A fine pair of strongly painted miniature portraits done on natural wafer. Based on the technique and the area in which the sitters lived (Cincinnati), a strong attribution to Richard Verbrick can be made.
The woman is finely attired in a black puffy sleeved dress with lace at the collar and a wide black belt. Her jewelry includes a brooch at her neckline and earrings, with a tortoiseshell comb in her hair. The gent is wearing a black coat, white shirt, collar, and ascot.

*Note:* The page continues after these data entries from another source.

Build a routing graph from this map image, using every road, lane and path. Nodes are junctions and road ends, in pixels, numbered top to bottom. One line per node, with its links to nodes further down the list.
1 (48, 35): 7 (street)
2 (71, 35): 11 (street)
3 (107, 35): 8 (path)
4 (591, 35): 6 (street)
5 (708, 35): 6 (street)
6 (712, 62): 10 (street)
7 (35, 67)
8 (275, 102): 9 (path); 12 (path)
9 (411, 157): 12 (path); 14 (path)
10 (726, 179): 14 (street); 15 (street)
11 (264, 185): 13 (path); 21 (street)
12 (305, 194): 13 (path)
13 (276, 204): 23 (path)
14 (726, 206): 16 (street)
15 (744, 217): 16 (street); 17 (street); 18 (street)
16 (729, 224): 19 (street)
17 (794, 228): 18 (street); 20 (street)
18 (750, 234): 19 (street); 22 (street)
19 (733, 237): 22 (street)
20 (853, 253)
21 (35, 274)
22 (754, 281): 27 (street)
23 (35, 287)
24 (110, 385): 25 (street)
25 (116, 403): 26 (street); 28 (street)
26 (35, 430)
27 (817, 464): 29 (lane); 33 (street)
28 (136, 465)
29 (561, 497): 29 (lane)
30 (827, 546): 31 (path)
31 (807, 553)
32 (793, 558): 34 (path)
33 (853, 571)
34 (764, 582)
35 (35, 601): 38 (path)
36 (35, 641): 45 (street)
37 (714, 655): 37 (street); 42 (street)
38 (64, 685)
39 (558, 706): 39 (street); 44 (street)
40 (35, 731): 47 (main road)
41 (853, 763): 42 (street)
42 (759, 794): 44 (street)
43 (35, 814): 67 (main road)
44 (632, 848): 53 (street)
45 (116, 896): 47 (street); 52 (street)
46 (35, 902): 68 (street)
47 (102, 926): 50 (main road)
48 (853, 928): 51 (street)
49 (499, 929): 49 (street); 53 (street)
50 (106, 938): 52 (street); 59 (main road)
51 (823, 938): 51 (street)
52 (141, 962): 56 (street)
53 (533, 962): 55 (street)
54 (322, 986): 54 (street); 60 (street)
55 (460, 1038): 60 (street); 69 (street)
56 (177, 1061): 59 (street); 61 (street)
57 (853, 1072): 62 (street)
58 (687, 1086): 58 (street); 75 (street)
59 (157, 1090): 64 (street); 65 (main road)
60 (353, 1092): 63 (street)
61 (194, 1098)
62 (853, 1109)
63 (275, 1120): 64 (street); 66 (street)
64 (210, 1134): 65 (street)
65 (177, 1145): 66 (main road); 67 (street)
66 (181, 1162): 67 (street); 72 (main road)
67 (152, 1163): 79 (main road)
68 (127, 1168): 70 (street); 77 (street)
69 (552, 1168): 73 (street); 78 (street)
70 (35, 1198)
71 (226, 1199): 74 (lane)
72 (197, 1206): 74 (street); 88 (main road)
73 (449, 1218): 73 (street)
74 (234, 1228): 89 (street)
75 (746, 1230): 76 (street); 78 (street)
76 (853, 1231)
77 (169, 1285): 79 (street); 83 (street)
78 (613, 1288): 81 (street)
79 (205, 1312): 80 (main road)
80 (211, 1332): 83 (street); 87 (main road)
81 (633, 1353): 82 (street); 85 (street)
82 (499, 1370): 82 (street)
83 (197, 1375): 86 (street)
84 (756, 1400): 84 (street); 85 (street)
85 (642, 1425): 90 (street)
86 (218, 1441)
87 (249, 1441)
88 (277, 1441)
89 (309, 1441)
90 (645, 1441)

The condition of the paintings is excellent, with no issues, as is that of the ebonized frames. The white at the top of each is light reflection. Sight size is 3 1/4" by 2 1/2", and the frame size is 6" by 5 1/4".
BIOGRAPHICAL NOTE: Richard Verbryck (1784 - after 1860)was born in Somerset County, NJ. He moved with his family (his parents were of Dutch ancestry) to Mercer County, KY, in 1800. It appears he was living in Warren County, OH by 1806 (with his brother) and he advertised in Cincinnati in the 1813 to 1831 period. One of the earliest miniature painters to work in Ohio and Indiana, and was highly successful (working also in Kentucky). His name also appears as Verbryke (the artist's preferred spelling), Verbrick, and Verbrycke.
An example of his work is in the Cincinnati Art Museum.